Recovery juxtaposes the ongoing romance of two leukemia patients, Michael (an adorably-dorky Grant Cloyd) and Kathleen (a strong co-lead played by Rachel Manteuffel) with the interwoven narratives of both doctors and patients — all connected, in some way or another, through the cancer that controls their lives.

It’s an ambitious subject to tackle, one that at times seemed to press the audience’s willingness to explore.
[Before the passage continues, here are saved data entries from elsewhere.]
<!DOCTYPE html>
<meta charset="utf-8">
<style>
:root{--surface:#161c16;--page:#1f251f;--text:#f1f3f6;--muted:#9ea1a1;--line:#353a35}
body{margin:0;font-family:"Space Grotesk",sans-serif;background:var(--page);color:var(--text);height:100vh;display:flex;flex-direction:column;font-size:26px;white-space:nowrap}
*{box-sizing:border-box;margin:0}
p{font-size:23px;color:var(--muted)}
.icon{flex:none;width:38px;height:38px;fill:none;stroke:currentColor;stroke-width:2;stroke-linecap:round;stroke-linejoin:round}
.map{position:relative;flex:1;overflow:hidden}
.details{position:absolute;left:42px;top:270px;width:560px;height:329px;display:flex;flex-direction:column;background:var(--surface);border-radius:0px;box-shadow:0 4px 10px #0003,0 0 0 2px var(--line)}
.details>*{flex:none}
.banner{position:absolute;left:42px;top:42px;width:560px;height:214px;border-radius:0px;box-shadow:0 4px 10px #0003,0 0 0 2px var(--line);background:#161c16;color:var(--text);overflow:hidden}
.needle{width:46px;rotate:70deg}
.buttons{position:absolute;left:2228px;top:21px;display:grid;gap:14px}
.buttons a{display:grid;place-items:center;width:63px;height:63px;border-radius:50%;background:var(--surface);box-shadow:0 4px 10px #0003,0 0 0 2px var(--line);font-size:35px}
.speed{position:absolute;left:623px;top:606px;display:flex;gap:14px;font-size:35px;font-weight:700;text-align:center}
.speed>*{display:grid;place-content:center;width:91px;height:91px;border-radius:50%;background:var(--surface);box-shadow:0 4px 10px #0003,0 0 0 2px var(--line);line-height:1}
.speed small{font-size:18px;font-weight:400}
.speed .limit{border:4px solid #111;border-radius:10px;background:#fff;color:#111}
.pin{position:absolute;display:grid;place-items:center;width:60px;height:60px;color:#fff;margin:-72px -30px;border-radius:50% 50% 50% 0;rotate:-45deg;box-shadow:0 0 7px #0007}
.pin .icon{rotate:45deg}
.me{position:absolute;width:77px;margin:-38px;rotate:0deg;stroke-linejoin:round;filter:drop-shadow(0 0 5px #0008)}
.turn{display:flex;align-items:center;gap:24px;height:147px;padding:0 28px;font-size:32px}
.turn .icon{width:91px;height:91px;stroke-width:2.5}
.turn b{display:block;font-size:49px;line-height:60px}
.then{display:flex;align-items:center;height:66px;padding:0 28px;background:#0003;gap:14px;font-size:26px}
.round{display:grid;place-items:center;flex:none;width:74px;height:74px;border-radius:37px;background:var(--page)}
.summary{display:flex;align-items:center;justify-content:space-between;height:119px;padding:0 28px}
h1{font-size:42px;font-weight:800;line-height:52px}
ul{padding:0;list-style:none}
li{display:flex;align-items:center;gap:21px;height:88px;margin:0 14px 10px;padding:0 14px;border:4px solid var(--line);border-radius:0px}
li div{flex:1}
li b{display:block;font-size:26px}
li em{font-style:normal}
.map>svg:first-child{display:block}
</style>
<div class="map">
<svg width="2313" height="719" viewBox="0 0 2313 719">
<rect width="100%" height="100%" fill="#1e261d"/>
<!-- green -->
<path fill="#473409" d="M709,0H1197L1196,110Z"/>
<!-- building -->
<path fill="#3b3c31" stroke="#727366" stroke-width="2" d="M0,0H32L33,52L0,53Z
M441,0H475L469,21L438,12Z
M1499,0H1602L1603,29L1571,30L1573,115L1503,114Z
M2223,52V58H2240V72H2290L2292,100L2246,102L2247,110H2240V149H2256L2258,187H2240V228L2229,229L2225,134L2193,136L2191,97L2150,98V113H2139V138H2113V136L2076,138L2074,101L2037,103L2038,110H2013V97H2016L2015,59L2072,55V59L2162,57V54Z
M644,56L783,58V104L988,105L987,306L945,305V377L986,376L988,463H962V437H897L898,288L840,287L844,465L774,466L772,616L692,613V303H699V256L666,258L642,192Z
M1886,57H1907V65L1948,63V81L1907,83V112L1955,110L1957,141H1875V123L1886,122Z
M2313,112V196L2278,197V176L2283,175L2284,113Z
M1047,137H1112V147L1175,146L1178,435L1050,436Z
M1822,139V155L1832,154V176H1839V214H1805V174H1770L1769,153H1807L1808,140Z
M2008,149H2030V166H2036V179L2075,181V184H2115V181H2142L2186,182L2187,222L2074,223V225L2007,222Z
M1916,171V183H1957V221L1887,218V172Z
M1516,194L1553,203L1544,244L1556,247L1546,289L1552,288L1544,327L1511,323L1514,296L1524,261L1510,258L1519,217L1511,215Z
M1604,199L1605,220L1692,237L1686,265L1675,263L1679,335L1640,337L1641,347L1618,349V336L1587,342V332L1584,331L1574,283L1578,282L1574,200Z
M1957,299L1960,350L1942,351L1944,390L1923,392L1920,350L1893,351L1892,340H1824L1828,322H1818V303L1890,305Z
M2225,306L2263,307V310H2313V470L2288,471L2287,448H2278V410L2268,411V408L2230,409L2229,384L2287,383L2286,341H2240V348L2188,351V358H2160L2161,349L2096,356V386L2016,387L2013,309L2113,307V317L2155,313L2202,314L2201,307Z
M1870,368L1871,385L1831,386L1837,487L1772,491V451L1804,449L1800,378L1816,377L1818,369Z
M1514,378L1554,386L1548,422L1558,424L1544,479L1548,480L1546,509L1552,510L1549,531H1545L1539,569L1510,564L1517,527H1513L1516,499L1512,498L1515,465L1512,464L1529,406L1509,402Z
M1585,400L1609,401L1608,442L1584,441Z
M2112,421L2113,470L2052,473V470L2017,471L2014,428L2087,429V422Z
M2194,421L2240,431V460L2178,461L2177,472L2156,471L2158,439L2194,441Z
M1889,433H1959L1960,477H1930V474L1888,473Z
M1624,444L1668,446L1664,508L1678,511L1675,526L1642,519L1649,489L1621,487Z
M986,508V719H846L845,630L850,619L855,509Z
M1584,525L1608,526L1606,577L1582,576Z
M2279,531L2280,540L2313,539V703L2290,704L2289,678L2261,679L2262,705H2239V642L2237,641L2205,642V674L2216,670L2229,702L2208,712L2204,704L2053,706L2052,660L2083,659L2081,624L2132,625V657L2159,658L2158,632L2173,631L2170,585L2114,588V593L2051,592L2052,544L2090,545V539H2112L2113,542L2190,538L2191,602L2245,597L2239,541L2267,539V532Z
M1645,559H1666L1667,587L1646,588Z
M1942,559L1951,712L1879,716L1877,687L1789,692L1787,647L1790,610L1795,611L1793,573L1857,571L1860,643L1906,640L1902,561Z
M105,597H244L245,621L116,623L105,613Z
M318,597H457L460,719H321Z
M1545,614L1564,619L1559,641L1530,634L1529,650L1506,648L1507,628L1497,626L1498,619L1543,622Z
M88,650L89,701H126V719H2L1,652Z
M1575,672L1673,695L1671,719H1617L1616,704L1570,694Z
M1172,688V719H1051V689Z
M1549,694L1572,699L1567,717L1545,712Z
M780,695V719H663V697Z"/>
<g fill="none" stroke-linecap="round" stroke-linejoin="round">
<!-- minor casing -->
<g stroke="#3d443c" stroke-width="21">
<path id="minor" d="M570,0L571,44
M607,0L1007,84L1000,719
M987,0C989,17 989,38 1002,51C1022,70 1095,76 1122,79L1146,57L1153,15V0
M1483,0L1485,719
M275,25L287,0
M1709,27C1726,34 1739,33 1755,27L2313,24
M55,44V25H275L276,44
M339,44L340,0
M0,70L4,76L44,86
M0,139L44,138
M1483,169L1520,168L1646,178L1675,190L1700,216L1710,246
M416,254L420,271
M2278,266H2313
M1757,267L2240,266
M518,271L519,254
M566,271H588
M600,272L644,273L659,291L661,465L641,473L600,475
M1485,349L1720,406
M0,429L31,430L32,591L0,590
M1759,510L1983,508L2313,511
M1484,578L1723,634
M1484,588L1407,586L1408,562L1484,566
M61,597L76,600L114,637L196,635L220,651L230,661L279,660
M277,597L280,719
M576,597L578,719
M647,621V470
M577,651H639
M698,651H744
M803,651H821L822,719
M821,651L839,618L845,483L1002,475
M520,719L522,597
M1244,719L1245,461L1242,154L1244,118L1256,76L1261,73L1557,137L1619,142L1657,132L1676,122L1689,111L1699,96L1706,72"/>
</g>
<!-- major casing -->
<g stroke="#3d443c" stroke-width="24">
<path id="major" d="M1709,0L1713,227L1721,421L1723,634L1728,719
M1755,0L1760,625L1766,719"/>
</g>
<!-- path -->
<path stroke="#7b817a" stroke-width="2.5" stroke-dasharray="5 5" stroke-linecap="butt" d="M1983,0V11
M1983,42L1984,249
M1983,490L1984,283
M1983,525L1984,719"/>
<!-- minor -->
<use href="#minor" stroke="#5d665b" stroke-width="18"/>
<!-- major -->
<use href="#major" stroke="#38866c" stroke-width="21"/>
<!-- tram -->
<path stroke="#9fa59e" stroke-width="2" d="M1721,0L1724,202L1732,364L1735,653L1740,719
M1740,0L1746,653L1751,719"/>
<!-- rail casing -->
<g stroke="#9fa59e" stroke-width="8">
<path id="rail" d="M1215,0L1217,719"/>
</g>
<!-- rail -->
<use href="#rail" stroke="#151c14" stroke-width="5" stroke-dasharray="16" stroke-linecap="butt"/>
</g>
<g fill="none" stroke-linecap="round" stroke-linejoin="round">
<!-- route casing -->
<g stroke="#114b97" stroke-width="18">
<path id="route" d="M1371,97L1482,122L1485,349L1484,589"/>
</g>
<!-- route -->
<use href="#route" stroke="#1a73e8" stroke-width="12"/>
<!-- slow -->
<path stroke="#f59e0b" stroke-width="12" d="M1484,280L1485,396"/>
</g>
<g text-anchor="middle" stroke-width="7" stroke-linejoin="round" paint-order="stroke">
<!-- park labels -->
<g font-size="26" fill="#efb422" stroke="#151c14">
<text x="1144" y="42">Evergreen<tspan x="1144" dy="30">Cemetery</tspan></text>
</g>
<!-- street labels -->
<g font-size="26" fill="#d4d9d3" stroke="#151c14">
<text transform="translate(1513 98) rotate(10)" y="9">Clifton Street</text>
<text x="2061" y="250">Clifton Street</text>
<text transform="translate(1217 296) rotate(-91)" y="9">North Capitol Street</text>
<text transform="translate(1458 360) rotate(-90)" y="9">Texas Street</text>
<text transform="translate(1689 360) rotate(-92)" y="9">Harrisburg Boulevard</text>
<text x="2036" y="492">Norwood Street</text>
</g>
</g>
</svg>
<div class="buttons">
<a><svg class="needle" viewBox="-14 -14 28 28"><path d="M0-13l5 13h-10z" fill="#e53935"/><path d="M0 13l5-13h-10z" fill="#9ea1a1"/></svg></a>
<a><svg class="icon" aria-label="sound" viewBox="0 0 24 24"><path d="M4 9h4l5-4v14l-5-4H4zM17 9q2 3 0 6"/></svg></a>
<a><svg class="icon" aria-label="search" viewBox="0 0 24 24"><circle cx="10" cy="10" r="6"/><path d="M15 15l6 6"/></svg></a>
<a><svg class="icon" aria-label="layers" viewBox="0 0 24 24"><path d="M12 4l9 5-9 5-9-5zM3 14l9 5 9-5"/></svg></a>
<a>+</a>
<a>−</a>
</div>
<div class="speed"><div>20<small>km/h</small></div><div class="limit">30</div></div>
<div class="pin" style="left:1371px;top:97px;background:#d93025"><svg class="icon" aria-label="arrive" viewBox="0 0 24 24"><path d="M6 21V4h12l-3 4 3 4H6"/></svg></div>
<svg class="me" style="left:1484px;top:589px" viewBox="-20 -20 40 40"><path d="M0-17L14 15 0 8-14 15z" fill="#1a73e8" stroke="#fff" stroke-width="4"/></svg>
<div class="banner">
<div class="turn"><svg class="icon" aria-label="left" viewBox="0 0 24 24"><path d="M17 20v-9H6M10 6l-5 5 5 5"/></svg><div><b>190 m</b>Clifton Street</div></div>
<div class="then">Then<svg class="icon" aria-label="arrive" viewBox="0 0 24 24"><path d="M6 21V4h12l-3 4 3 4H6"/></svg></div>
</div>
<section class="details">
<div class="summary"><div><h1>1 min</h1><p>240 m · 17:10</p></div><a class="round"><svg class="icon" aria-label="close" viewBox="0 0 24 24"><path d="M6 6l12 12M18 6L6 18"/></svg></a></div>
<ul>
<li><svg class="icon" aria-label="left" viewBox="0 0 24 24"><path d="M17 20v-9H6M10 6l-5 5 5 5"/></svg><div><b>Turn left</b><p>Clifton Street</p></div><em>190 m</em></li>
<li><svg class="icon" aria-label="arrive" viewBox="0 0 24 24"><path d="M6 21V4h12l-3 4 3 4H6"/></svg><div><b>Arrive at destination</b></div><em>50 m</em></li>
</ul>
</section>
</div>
Some of the most emotionally challenging moments came through the mini-narratives sprinkled throughout, many of which concluded with characters bluntly describing their own passing.
But the tactic offered an organized frame for the ongoing melodrama between Michael and Kathleen, feeling at times like an interwoven fabric of memory that held the two together as they spun through their disease and their treatment. The director, Michael R. Burgtorf, made creative use of scrim and lighting to enhance the ghost-like quality of the play’s secondary stories, which had tremendous artistic payoff in isolating the face from medicine.
On more than one occasion we felt alone with illness, listening to a doctor’s silhouette or a nurse’s outline attempt to turn cold science into relief.

Recovery
by Mark Jason Williams
75 minutes
at Goethe Institut
812 7th Street NW
Washington, DC, 20001
Details and tickets
The play dances across a tricky line, threatening constantly to thrust the audience into a confrontation with disease that goes beyond the comfort zone (a threat fully realized during a particularly challenging story about a child with leukemia). But then Michael and Kathleen reappear, offering us the chance to identify with the personal drama we’re used to as well as some much-needed nervous laughter.
Michael’s pinning allows us to see two people falling in love, forgetting for brief moments that they’re still patients. Theirs is an ongoing search for normalcy in tragedy, control within the uncontrollable, and a little bit of love in a world that’s shown them little. Michael is on his second relapse at the start of the play, and Kathleen on her third — tough realities that highlight the seeming endlessness of long-term disease.
And it’s here that the play is at its best, offering a glimpse at how to cope with years of hospital food (one character describes the pizza as “tasting like a tree”), doctor visits, nurses, equipment beeping, and a truly endless array of tests. But they navigate, somehow, exchanging summer camp stories, staring contests, and life savers to punctuate the time in an endless Brechtian cycle of waiting rooms and relapses.
Recovery isn’t easy, but it defies expectations both in medical accuracy and in making a difficult subject (mostly) manageable. The structure is smart, and highlights a number of well-appreciated guest talents including a warm and solid performance by Marcus Salley as Dr. Bestar. But certain story lines remain underdeveloped at the end, and some deeper philosophical conversations seem both unnecessary and undeserved. It is a challenging project, but went far in negotiating an extraordinarily difficult topic.